**What you need to do:** When you have gone through the entries below, state how many lines include the word "Please" and write nothing else.

**Provided data:**
════════════════
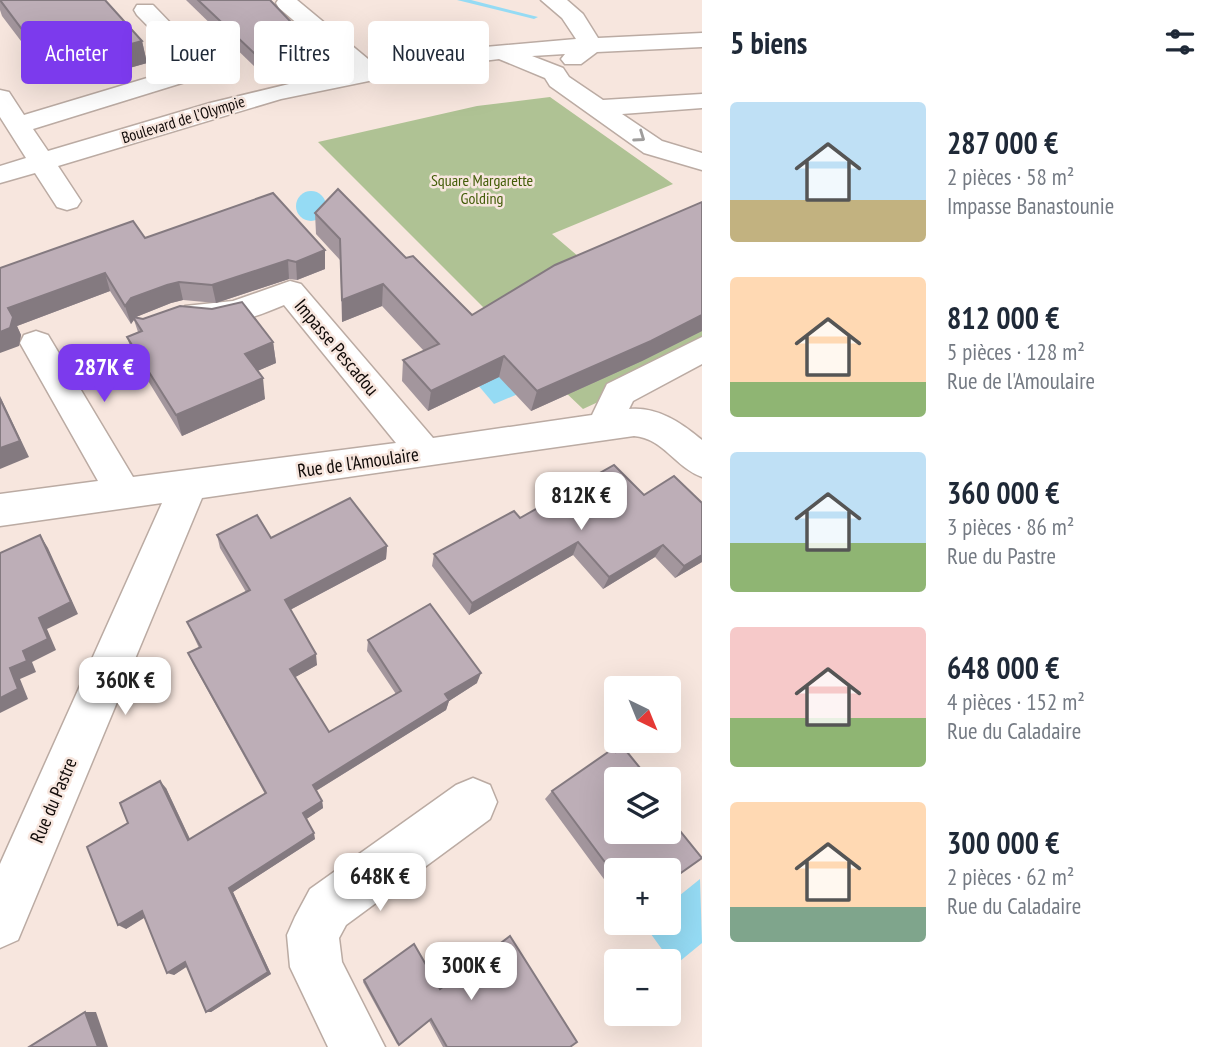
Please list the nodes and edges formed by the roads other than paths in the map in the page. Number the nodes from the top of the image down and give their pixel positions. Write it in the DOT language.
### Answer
graph roads {
  1 [pos="552,0"];
  2 [pos="287,3"];
  3 [pos="145,10"];
  4 [pos="702,40"];
  5 [pos="591,45"];
  6 [pos="500,52"];
  7 [pos="489,54"];
  8 [pos="368,71"];
  9 [pos="368,72"];
  10 [pos="555,73"];
  11 [pos="702,101"];
  12 [pos="597,108"];
  13 [pos="6,109"];
  14 [pos="42,162"];
  15 [pos="702,163"];
  16 [pos="0,175"];
  17 [pos="67,201"];
  18 [pos="166,320"];
  19 [pos="36,343"];
  20 [pos="702,349"];
  21 [pos="604,427"];
  22 [pos="425,453"];
  23 [pos="702,462"];
  24 [pos="189,485"];
  25 [pos="124,494"];
  26 [pos="0,510"];
  27 [pos="473,802"];
  28 [pos="0,922"];
  29 [pos="357,1047"];
  1 -- 5 [label="street"];
  2 -- 8 [label="street"];
  3 -- 13 [label="street"];
  4 -- 5 [label="street, Boulevard de l'Olympie"];
  5 -- 6 [label="street, Boulevard de l'Olympie"];
  5 -- 10 [label="street"];
  6 -- 7 [label="street, Boulevard de l'Olympie"];
  6 -- 10 [label="street"];
  9 -- 14 [label="street, Boulevard de l'Olympie"];
  10 -- 12 [label="street"];
  11 -- 12 [label="street"];
  12 -- 15 [label="street, one-way"];
  13 -- 14 [label="street"];
  14 -- 16 [label="street, Boulevard de l'Olympie"];
  14 -- 17 [label="street"];
  18 -- 22 [label="street, Impasse Pescadou"];
  19 -- 25 [label="street"];
  20 -- 21 [label="street"];
  21 -- 22 [label="street, Rue de l'Amoulaire"];
  21 -- 23 [label="street, Rue de l'Amoulaire"];
  22 -- 24 [label="street, Rue de l'Amoulaire"];
  24 -- 25 [label="street, Rue de l'Amoulaire"];
  24 -- 28 [label="street, Rue du Pastre"];
  25 -- 26 [label="street, Rue de l'Amoulaire"];
  27 -- 29 [label="street"];
}
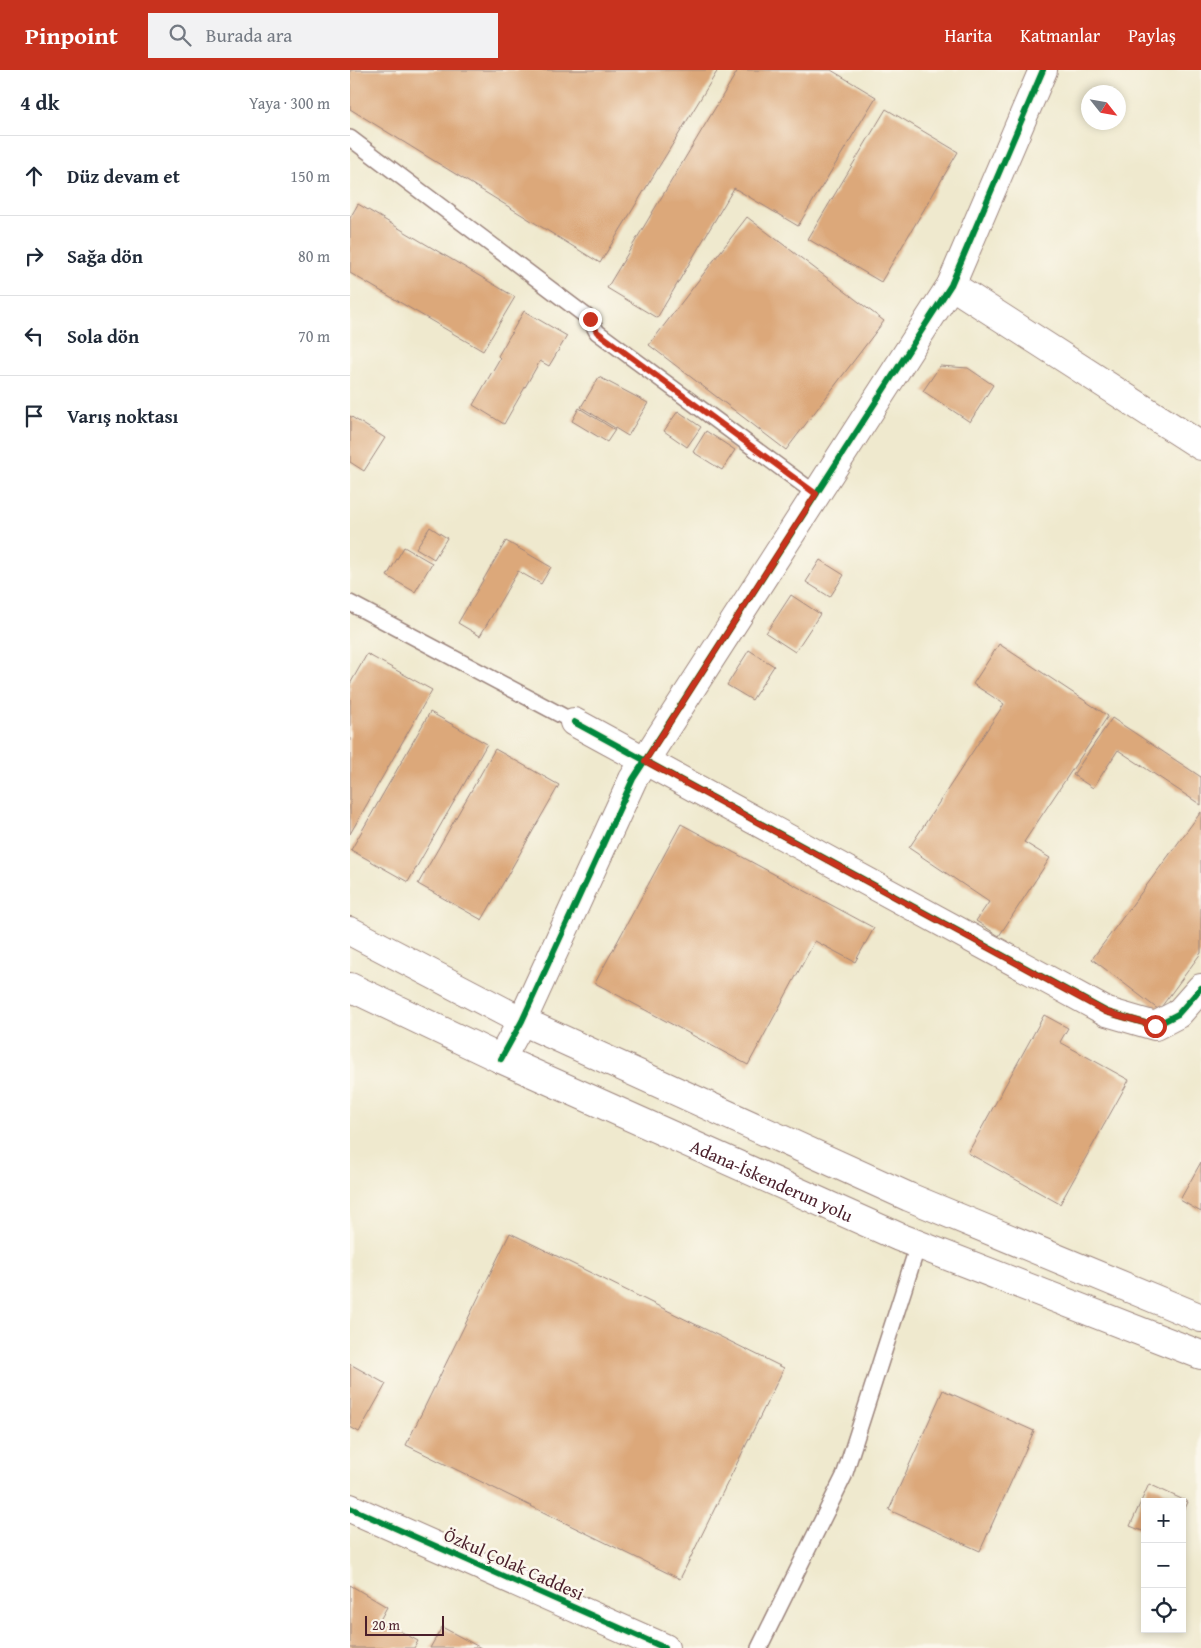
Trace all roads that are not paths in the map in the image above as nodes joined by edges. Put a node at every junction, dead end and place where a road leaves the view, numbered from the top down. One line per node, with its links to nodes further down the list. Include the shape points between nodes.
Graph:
1 (1043, 70): 3 (main road)
2 (350, 138): 5 (lane, via 590,319 597,332)
3 (950, 285): 4 (main road); 5 (main road)
4 (1201, 446)
5 (816, 494): 8 (main road)
6 (350, 603): 7 (lane)
7 (574, 722): 8 (main road)
8 (645, 761): 11 (main road, via 1106,1012 1155,1026 1178,1014); 12 (main road, via 633,779)
9 (350, 931): 12 (main road)
10 (350, 987): 13 (main road, Adana-İskenderun yolu)
11 (1201, 988)
12 (522, 1021): 13 (main road); 15 (main road, via 909,1196)
13 (501, 1060): 14 (main road, Adana-İskenderun yolu)
14 (918, 1245): 16 (main road, Adana-İskenderun yolu); 19 (lane, via 844,1476)
15 (1201, 1318)
16 (1201, 1355)
17 (350, 1508): 18 (main road, Özkul Çolak Caddesi)
18 (665, 1648)
19 (759, 1648)

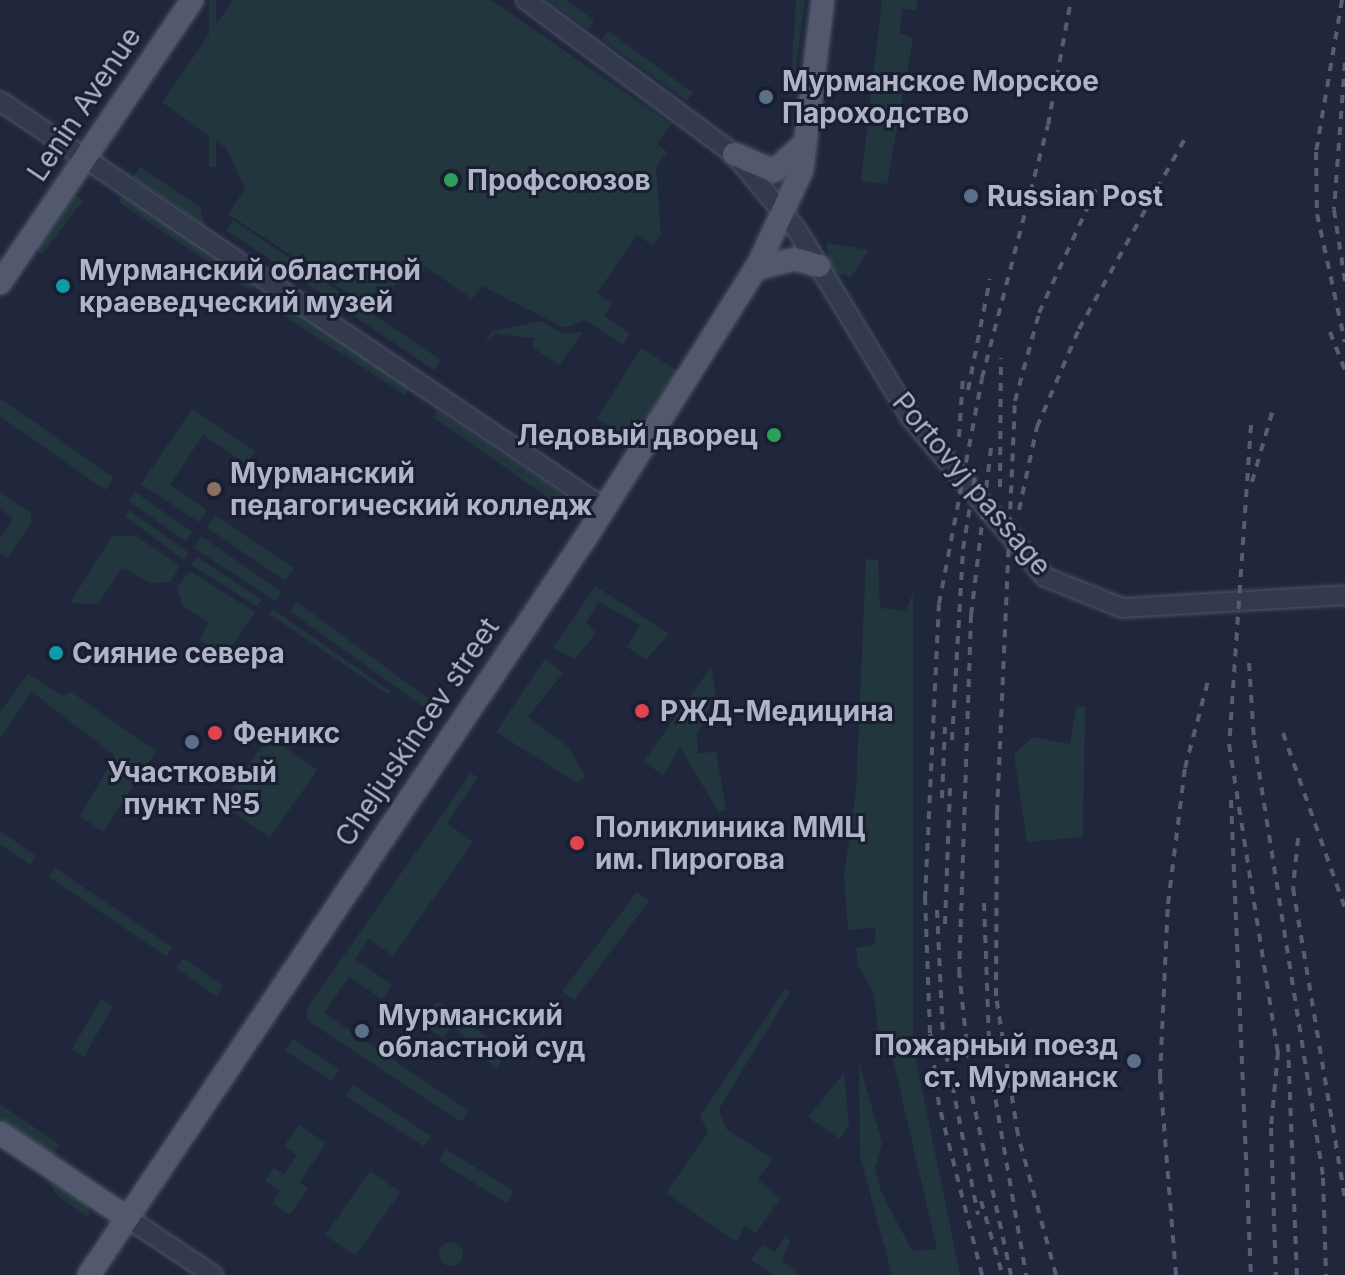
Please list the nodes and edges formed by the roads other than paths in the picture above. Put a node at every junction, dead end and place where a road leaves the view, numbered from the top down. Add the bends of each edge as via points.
════════════════
**Answer space:** 2